◆ **What is required**:
Which lines in the records below contain the word "from"? Copy each one out.

◆ **Records for processing**:
• • • • • • •
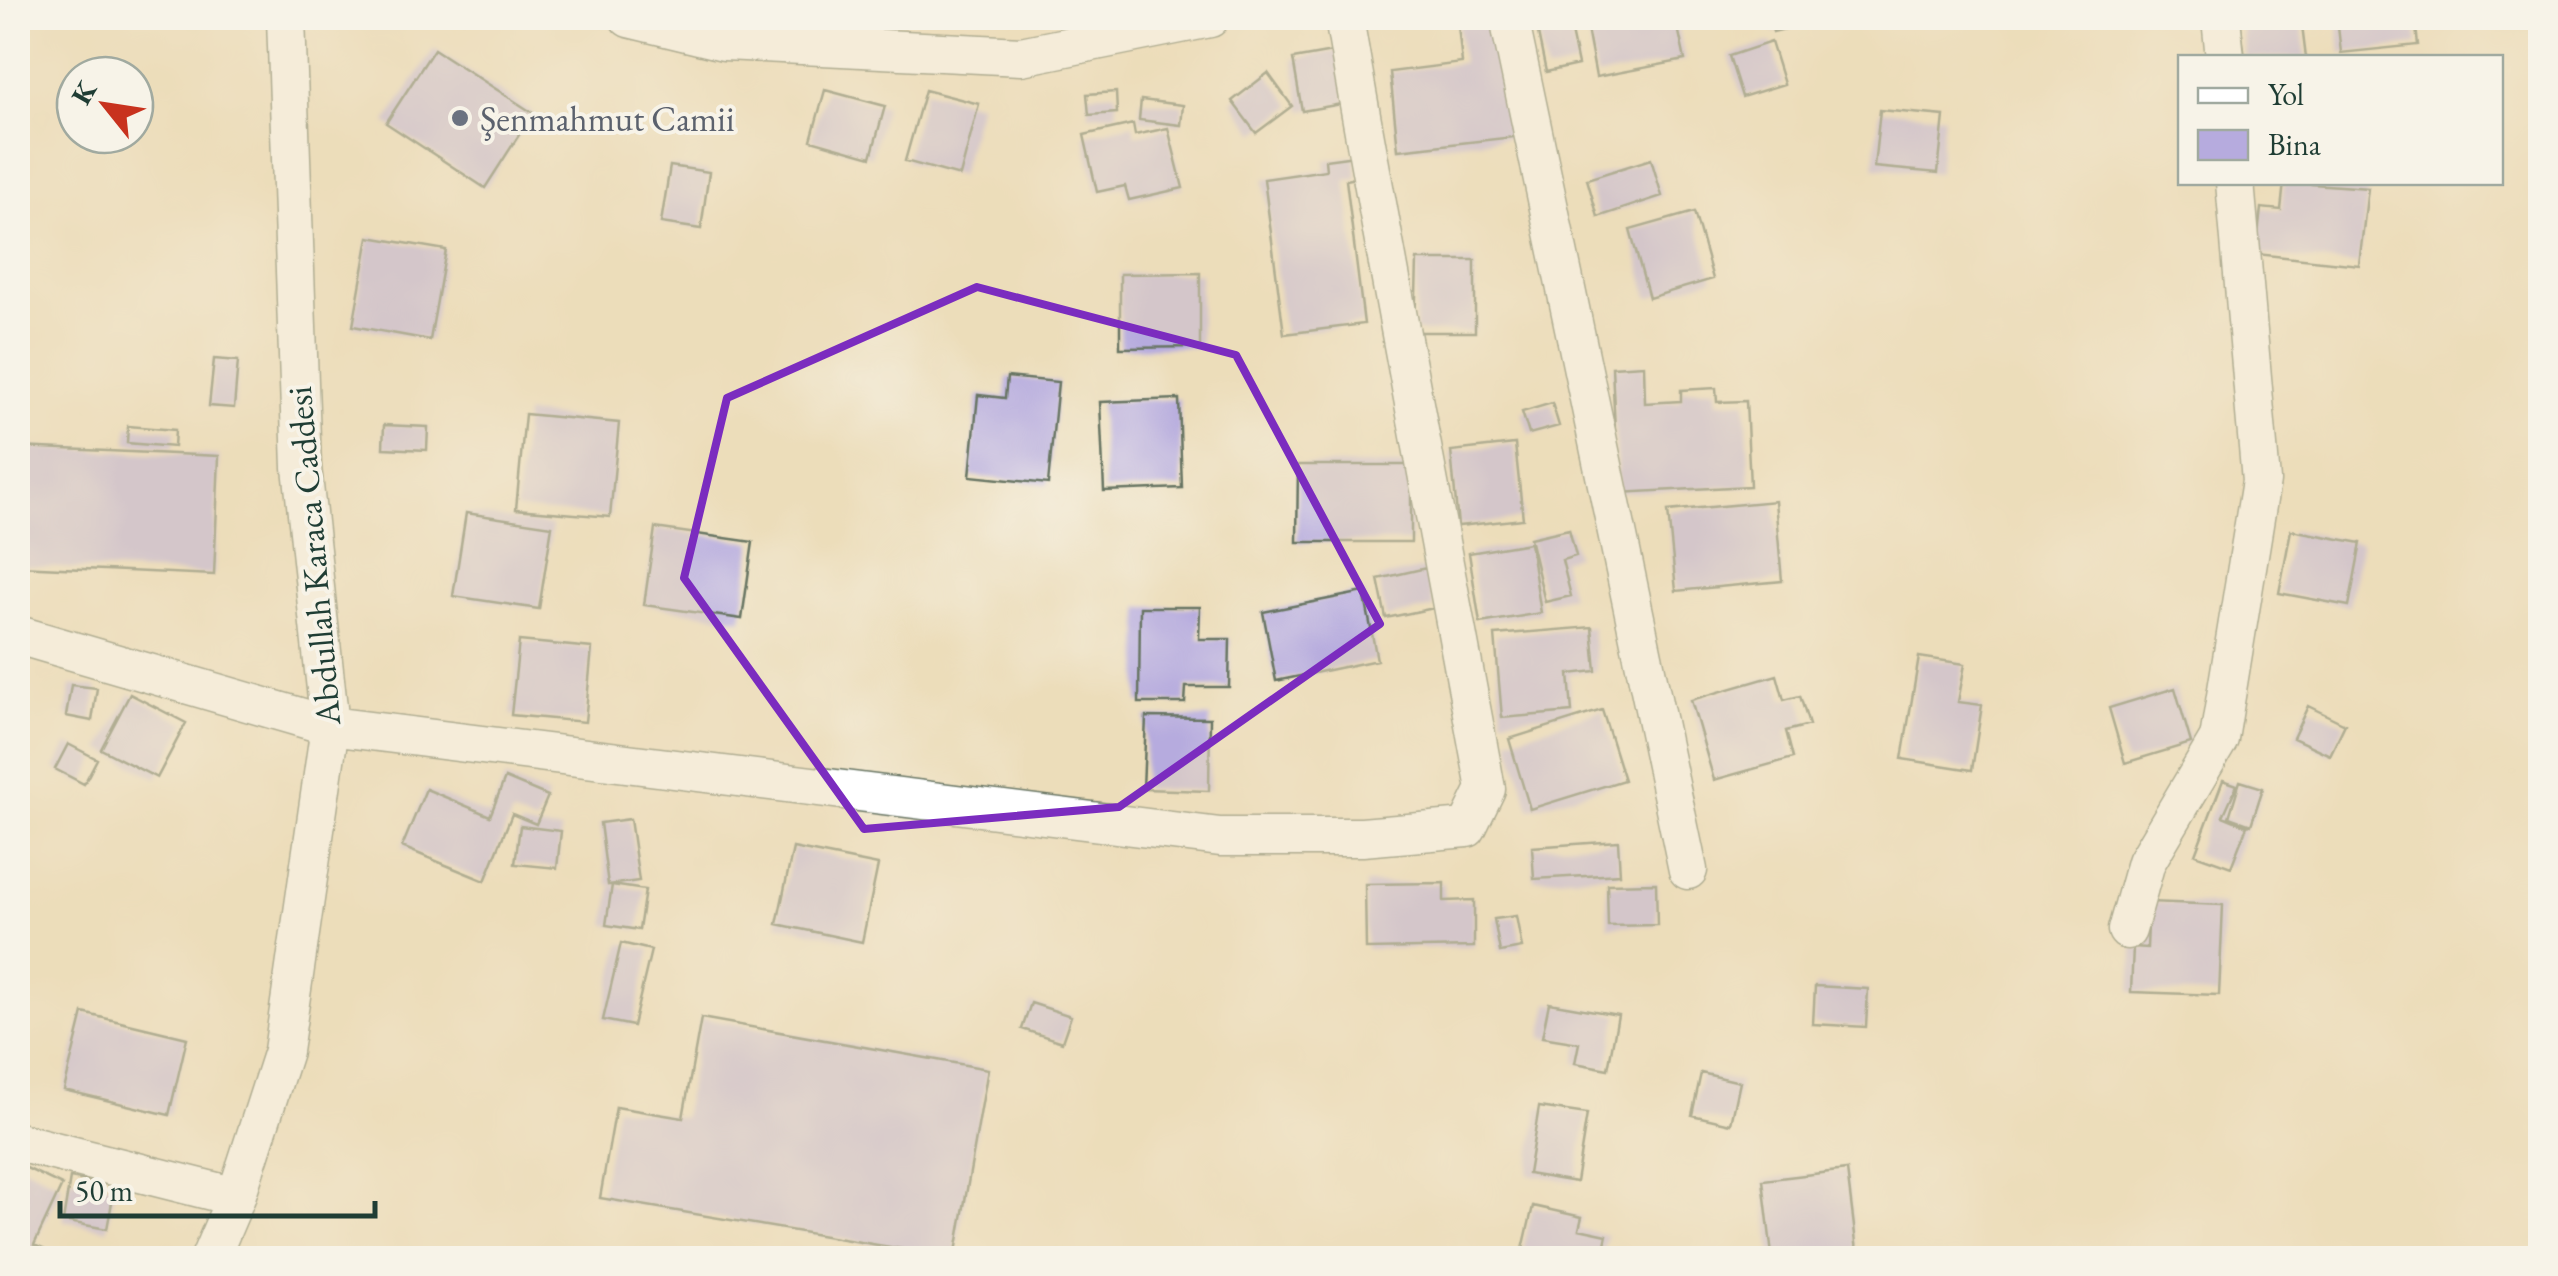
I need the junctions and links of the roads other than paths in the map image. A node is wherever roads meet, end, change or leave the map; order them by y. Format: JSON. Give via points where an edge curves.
{"nodes":[{"id":1,"x":286,"y":18,"type":"edge"},
{"id":2,"x":629,"y":18,"type":"edge"},
{"id":3,"x":1210,"y":18,"type":"edge"},
{"id":4,"x":1344,"y":18,"type":"edge"},
{"id":5,"x":1509,"y":18,"type":"edge"},
{"id":6,"x":2221,"y":18,"type":"edge"},
{"id":7,"x":2224,"y":55,"type":"edge"},
{"id":8,"x":2235,"y":185,"type":"edge"},
{"id":9,"x":18,"y":634,"type":"edge"},
{"id":10,"x":330,"y":726,"type":"junction"},
{"id":11,"x":1688,"y":870,"type":"dead end"},
{"id":12,"x":2126,"y":930,"type":"dead end"},
{"id":13,"x":18,"y":1142,"type":"edge"},
{"id":14,"x":236,"y":1196,"type":"junction"},
{"id":15,"x":210,"y":1258,"type":"edge"}],
"edges":[{"from":1,"to":10,"type":"street","name":"Abdullah Karaca Caddesi","via":[[302,467]]},
{"from":2,"to":3,"type":"street","via":[[724,42],[1021,56]]},
{"from":4,"to":10,"type":"street","via":[[1486,788],[1467,828],[1362,837],[1220,837]]},
{"from":5,"to":11,"type":"street"},
{"from":6,"to":7,"type":"street"},
{"from":8,"to":12,"type":"street","via":[[2261,480],[2219,739],[2146,862]]},
{"from":9,"to":10,"type":"street"},
{"from":10,"to":14,"type":"street","name":"Abdullah Karaca Caddesi","via":[[283,1051]]},
{"from":13,"to":14,"type":"street"},
{"from":14,"to":15,"type":"street","name":"Abdullah Karaca Caddesi"}]}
• • • • • • •
◆ **Written reply**:
"edges":[{"from":1,"to":10,"type":"street","name":"Abdullah Karaca Caddesi","via":[[302,467]]},
{"from":2,"to":3,"type":"street","via":[[724,42],[1021,56]]},
{"from":4,"to":10,"type":"street","via":[[1486,788],[1467,828],[1362,837],[1220,837]]},
{"from":5,"to":11,"type":"street"},
{"from":6,"to":7,"type":"street"},
{"from":8,"to":12,"type":"street","via":[[2261,480],[2219,739],[2146,862]]},
{"from":9,"to":10,"type":"street"},
{"from":10,"to":14,"type":"street","name":"Abdullah Karaca Caddesi","via":[[283,1051]]},
{"from":13,"to":14,"type":"street"},
{"from":14,"to":15,"type":"street","name":"Abdullah Karaca Caddesi"}]}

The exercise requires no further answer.